This year, 2016, marks the 400th anniversary of the demise of Spain’s most renowned author.
Born on September 9, 1547, in Alcalá de Henares, a few miles outside of Madrid, Miguel de Cervantes Saavedra showed a keen intelligence, and a prodigious memory of events, all necessary for the great novel he was to write later in his life.
Endowed with all kinds of difficulties in his early stages of life, he participated in the famous battle of Lepanto, losing the use of his left hand, thus earning the name of ‘El Manco de Lepanto’, (the Crippled of Lepanto), a name he carried with him with great honor.
While serving in the military, Cervantes was captured by Arabs, and served five years in a prison, an event that he would include in his great novel, “Don Quijote de la Mancha,” that first appeared in 1605 (part I) and in 1615 (part II), and is now considered the greatest work of fiction, earning worldwide acclaim for its character development, all taken from the reality of the life Cervantes himself experienced, and for the multiple themes, all reflecting elements of human life.
The plot of this novel centers around an aging gentleman whose pastime is spent reading novels of chivalry, those that related knights in pursuit of justice, courtesies, respect for all human kind, as well as righting all wrongs in society. In so doing, he loses his sense of reality and became a knight errant, in an era when knights were no longer visible. He converted a rustic maid into the lady of his dreams, Dulcinea del Toboso, and invited a simple man Sancho Panza to be his squire, promising him to make him governor of one of the many islands he would conquer.
Thus Don Quijote was born not only in fiction, but also in reality, as his ideas of justice, fairness, courtesies, and a desire to transform society is still residing among many individuals throughout the centuries. The main themes of this novel are centered on man’s desire for a better society, thus visualizing and desiring a better existence via life imitating fiction, and as Don Quijote and Sancho entered in multiple episodes, as both intended to bring some form of justice in a world sometimes devoid of it, others within their circle of action tended to imitate them.
Don Quijote viewed reality from different lenses, preferring to uplift it beyond its mere dull existence. Thus, the eternal theme of absolute reality versus relative reality underlines the main theme of: What is Truth and where does one find? Within Don Quijote’s human elements exists traits of a true knight, such as courage, respect, chivalry, honesty, truth, and above all a constant fight for justice. Don Quijote viewed life not as it was, but as it should be.

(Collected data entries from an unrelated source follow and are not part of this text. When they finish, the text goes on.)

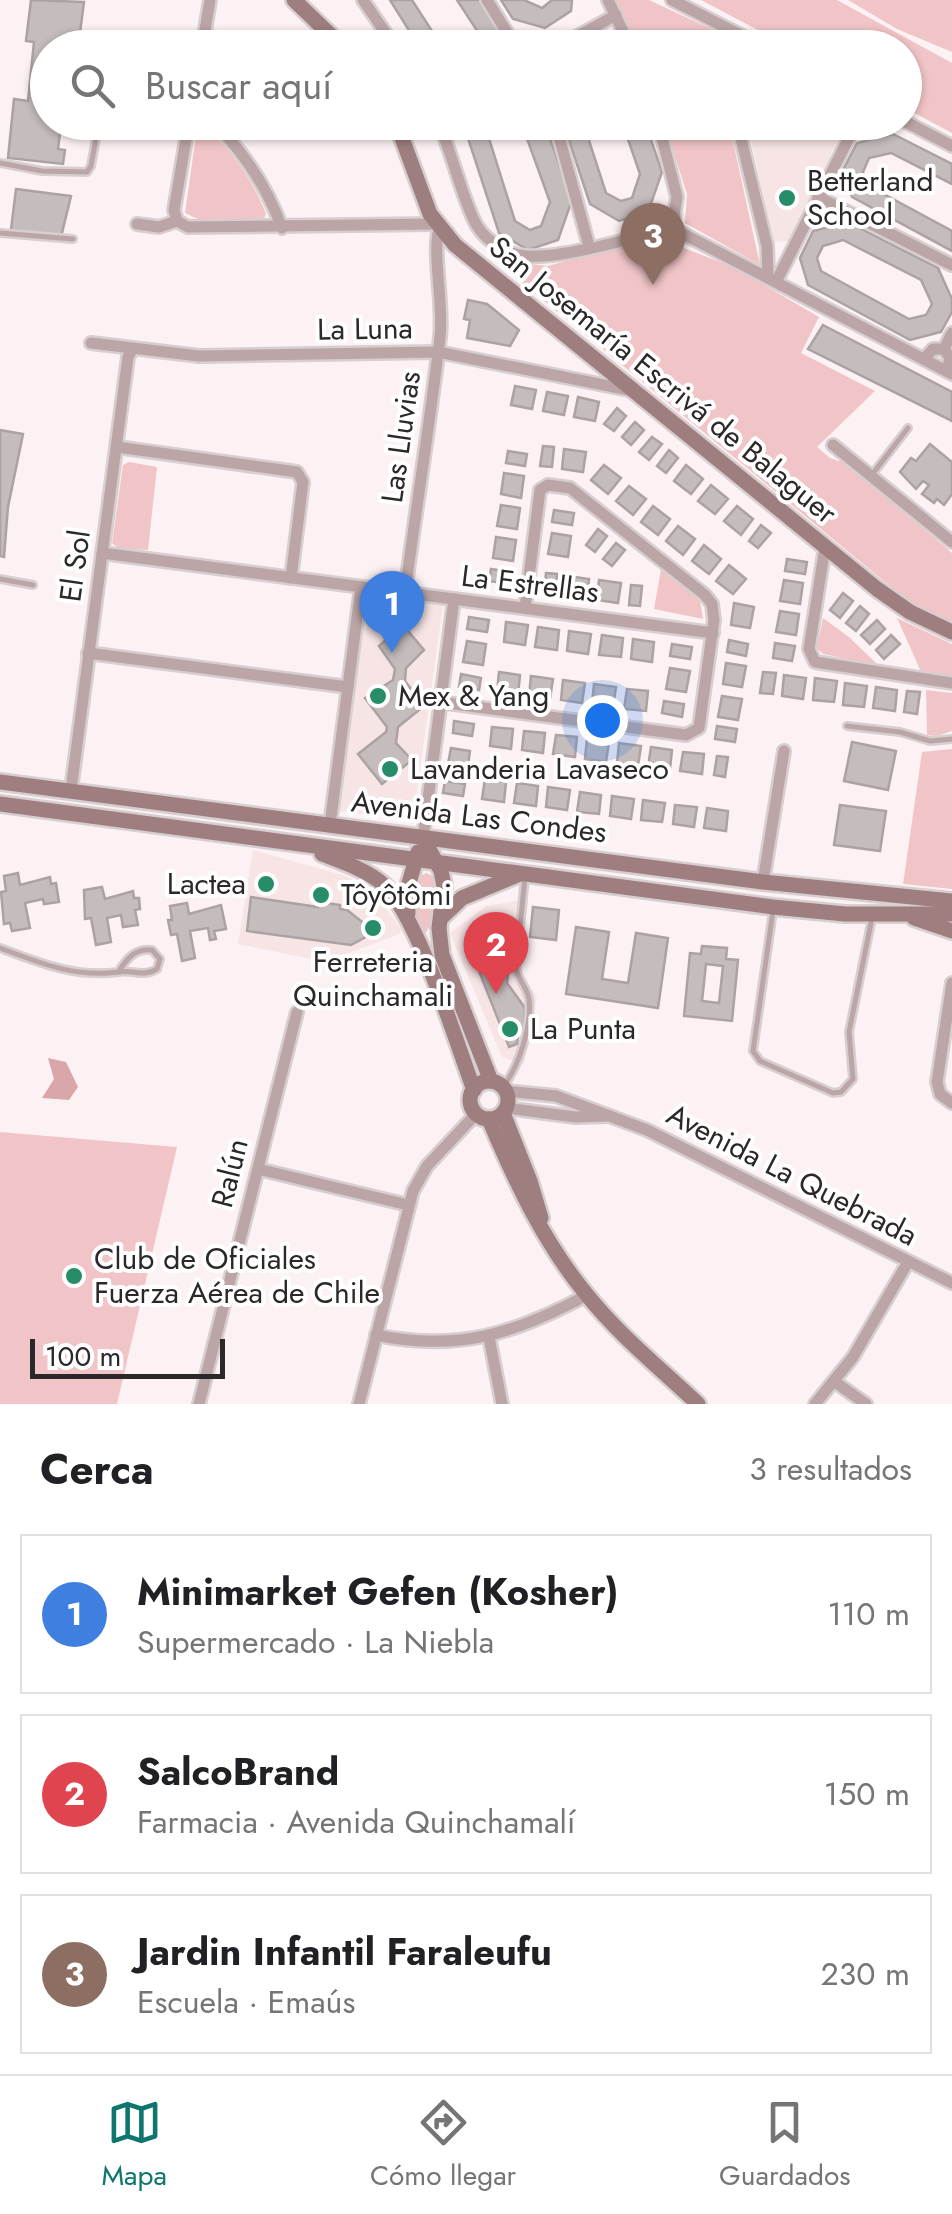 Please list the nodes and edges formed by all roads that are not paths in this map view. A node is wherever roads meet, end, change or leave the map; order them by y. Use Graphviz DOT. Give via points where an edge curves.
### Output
graph roads {
  1 [pos="210,0"];
  2 [pos="294,0"];
  3 [pos="363,0"];
  4 [pos="487,0"];
  5 [pos="608,0"];
  6 [pos="672,0"];
  7 [pos="616,15"];
  8 [pos="205,30"];
  9 [pos="325,30"];
  10 [pos="384,30"];
  11 [pos="506,30"];
  12 [pos="589,30"];
  13 [pos="623,30"];
  14 [pos="731,30"];
  15 [pos="922,130"];
  16 [pos="96,140"];
  17 [pos="186,140"];
  18 [pos="230,140"];
  19 [pos="403,140"];
  20 [pos="446,140"];
  21 [pos="560,140"];
  22 [pos="663,140"];
  23 [pos="741,140"];
  24 [pos="851,140"];
  25 [pos="952,146"];
  26 [pos="0,163"];
  27 [pos="818,197"];
  28 [pos="177,221"];
  29 [pos="137,224"];
  30 [pos="438,226"];
  31 [pos="282,228"];
  32 [pos="672,228"];
  33 [pos="0,233"];
  34 [pos="74,239"];
  35 [pos="589,246"];
  36 [pos="952,264"];
  37 [pos="772,280"];
  38 [pos="952,334"];
  39 [pos="91,343"];
  40 [pos="944,349"];
  41 [pos="132,350"];
  42 [pos="438,352"];
  43 [pos="924,359"];
  44 [pos="950,372"];
  45 [pos="638,392"];
  46 [pos="908,428"];
  47 [pos="833,445"];
  48 [pos="117,448"];
  49 [pos="871,476"];
  50 [pos="952,542"];
  51 [pos="825,546"];
  52 [pos="102,553"];
  53 [pos="291,578"];
  54 [pos="0,579"];
  55 [pos="33,585"];
  56 [pos="361,587"];
  57 [pos="405,592"];
  58 [pos="454,599"];
  59 [pos="525,608"];
  60 [pos="952,632"];
  61 [pos="713,633"];
  62 [pos="88,653"];
  63 [pos="952,683"];
  64 [pos="348,687"];
  65 [pos="440,702"];
  66 [pos="847,726"];
  67 [pos="952,739"];
  68 [pos="784,751"];
  69 [pos="0,782"];
  70 [pos="70,790"];
  71 [pos="0,804"];
  72 [pos="330,825"];
  73 [pos="423,838"];
  74 [pos="300,844"];
  75 [pos="415,859"];
  76 [pos="436,862"];
  77 [pos="523,874"];
  78 [pos="764,882"];
  79 [pos="835,890"];
  80 [pos="952,902"];
  81 [pos="773,907"];
  82 [pos="952,914"];
  83 [pos="872,915"];
  84 [pos="905,915"];
  85 [pos="408,922"];
  86 [pos="440,923"];
  87 [pos="952,931"];
  88 [pos="417,938"];
  89 [pos="0,948"];
  90 [pos="120,971"];
  91 [pos="952,983"];
  92 [pos="297,1012"];
  93 [pos="500,1087"];
  94 [pos="474,1090"];
  95 [pos="952,1103"];
  96 [pos="494,1114"];
  97 [pos="609,1116"];
  98 [pos="258,1169"];
  99 [pos="408,1205"];
  100 [pos="908,1262"];
  101 [pos="952,1283"];
  102 [pos="587,1296"];
  103 [pos="376,1335"];
  104 [pos="488,1337"];
  105 [pos="835,1382"];
  106 [pos="199,1404"];
  107 [pos="359,1404"];
  108 [pos="502,1404"];
  109 [pos="698,1404"];
  110 [pos="815,1404"];
  111 [pos="866,1404"];
  1 -- 8 [label="street"];
  2 -- 9 [label="main road"];
  3 -- 10 [label="street"];
  4 -- 11 [label="street"];
  5 -- 7 [label="street"];
  6 -- 14 [label="street"];
  7 -- 12 [label="street"];
  7 -- 13 [label="street"];
  15 -- 25 [label="street"];
  16 -- 26 [label="lane" via="87,172"];
  17 -- 28 [label="street"];
  18 -- 31 [label="street" via="262,184"];
  19 -- 30 [label="main road, San Josemaría Escrivá de Balaguer"];
  20 -- 35 [label="street" via="474,220 491,241 526,256"];
  21 -- 35 [label="street"];
  22 -- 32 [label="street" via="678,198"];
  23 -- 37 [label="street"];
  24 -- 27 [label="street"];
  27 -- 36 [label="street"];
  27 -- 37 [label="street"];
  28 -- 29 [label="street"];
  28 -- 31 [label="street" via="188,227"];
  30 -- 31 [label="street"];
  30 -- 42 [label="street, Las Lluvias"];
  30 -- 45 [label="main road, San Josemaría Escrivá de Balaguer"];
  32 -- 35 [label="street"];
  32 -- 37 [label="street"];
  33 -- 34 [label="lane"];
  37 -- 43 [label="street"];
  38 -- 40 [label="street"];
  39 -- 41 [label="street, La Luna"];
  40 -- 43 [label="street" via="932,349"];
  40 -- 44 [label="street"];
  41 -- 42 [label="street, La Luna" via="220,357"];
  41 -- 48 [label="street, El Sol"];
  42 -- 45 [label="street, La Luna"];
  42 -- 57 [label="street, Las Lluvias"];
  43 -- 44 [label="street"];
  45 -- 51 [label="main road, San Josemaría Escrivá de Balaguer"];
  46 -- 49 [label="lane"];
  47 -- 49 [label="street"];
  48 -- 52 [label="street, El Sol"];
  48 -- 53 [label="street" via="297,472 303,482"];
  49 -- 50 [label="street"];
  51 -- 60 [label="main road, San Josemaría Escrivá de Balaguer" via="893,601"];
  51 -- 63 [label="street" via="810,648 814,662"];
  52 -- 53 [label="street, La Estrellas"];
  52 -- 62 [label="street, El Sol"];
  53 -- 56 [label="street, La Estrellas"];
  54 -- 55 [label="lane"];
  56 -- 57 [label="street, La Estrellas"];
  56 -- 64 [label="street"];
  57 -- 58 [label="street, La Estrellas"];
  58 -- 59 [label="street, La Estrellas"];
  58 -- 65 [label="street"];
  59 -- 61 [label="street, La Estrellas"];
  59 -- 61 [label="street" via="539,494 548,485 582,495 706,595"];
  61 -- 65 [label="street" via="694,734"];
  62 -- 64 [label="street"];
  62 -- 70 [label="street, El Sol"];
  64 -- 72 [label="street"];
  65 -- 73 [label="street"];
  66 -- 67 [label="lane"];
  68 -- 78 [label="street"];
  69 -- 70 [label="main road, Avenida Las Condes"];
  70 -- 72 [label="main road, Avenida Las Condes"];
  71 -- 74 [label="main road, Avenida Las Condes"];
  72 -- 73 [label="main road, Avenida Las Condes"];
  73 -- 75 [label="main road"];
  73 -- 76 [label="main road"];
  73 -- 78 [label="main road, Avenida Las Condes"];
  74 -- 75 [label="main road, Avenida Las Condes"];
  74 -- 85 [label="main road" via="379,881"];
  75 -- 76 [label="main road, Avenida Las Condes"];
  75 -- 85 [label="main road"];
  76 -- 77 [label="main road, Avenida Las Condes"];
  76 -- 86 [label="main road" via="444,886"];
  77 -- 81 [label="main road, Avenida Las Condes"];
  77 -- 86 [label="main road" via="462,898"];
  77 -- 93 [label="lane" via="516,968 529,1004 515,1068"];
  78 -- 79 [label="main road, Avenida Las Condes"];
  79 -- 80 [label="main road, Avenida Las Condes"];
  79 -- 84 [label="main road"];
  81 -- 83 [label="main road, Avenida Las Condes"];
  81 -- 83 [label="lane" via="753,1051 760,1061 834,1094 852,1079 849,1032"];
  82 -- 84 [label="main road, Avenida Las Condes"];
  83 -- 84 [label="main road, Avenida Las Condes"];
  84 -- 87 [label="main road"];
  85 -- 88 [label="main road"];
  86 -- 88 [label="main road" via="430,940"];
  86 -- 93 [label="main road" via="442,956"];
  88 -- 94 [label="main road"];
  89 -- 90 [label="lane" via="88,976"];
  90 -- 90 [label="lane" via="151,973 160,958 141,950"];
  91 -- 95 [label="street" via="937,1082"];
  92 -- 98 [label="street, Ralún"];
  93 -- 94 [label="main road"];
  93 -- 96 [label="main road"];
  93 -- 97 [label="street, Avenida La Quebrada" via="556,1096"];
  94 -- 96 [label="main road" via="471,1102"];
  96 -- 97 [label="street, Avenida La Quebrada"];
  96 -- 99 [label="street" via="427,1166"];
  96 -- 102 [label="main road" via="516,1185"];
  97 -- 100 [label="street, Avenida La Quebrada"];
  98 -- 99 [label="street"];
  98 -- 106 [label="street, Ralún"];
  99 -- 103 [label="street"];
  100 -- 101 [label="street, Avenida La Quebrada"];
  100 -- 105 [label="street"];
  102 -- 104 [label="street"];
  102 -- 109 [label="main road"];
  103 -- 104 [label="street" via="433,1342"];
  103 -- 107 [label="street"];
  104 -- 108 [label="street"];
  105 -- 110 [label="street"];
  105 -- 111 [label="street"];
}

It is believed that the first European Spanish who first settled Texas during the early part of the 18th Century were well aware and had read this immortal novel “Don Quijote de la Mancha” and were so moved, and energized by its content that it propelled them to ventured into new found lands such as Texas with the courage of a true knight such as the one portrayed by Miguel de Cervantes Saavedra in his novel, at the same time establishing many of the positive qualities modern day Hispanics displayed in their daily lives in this state.
Proceed!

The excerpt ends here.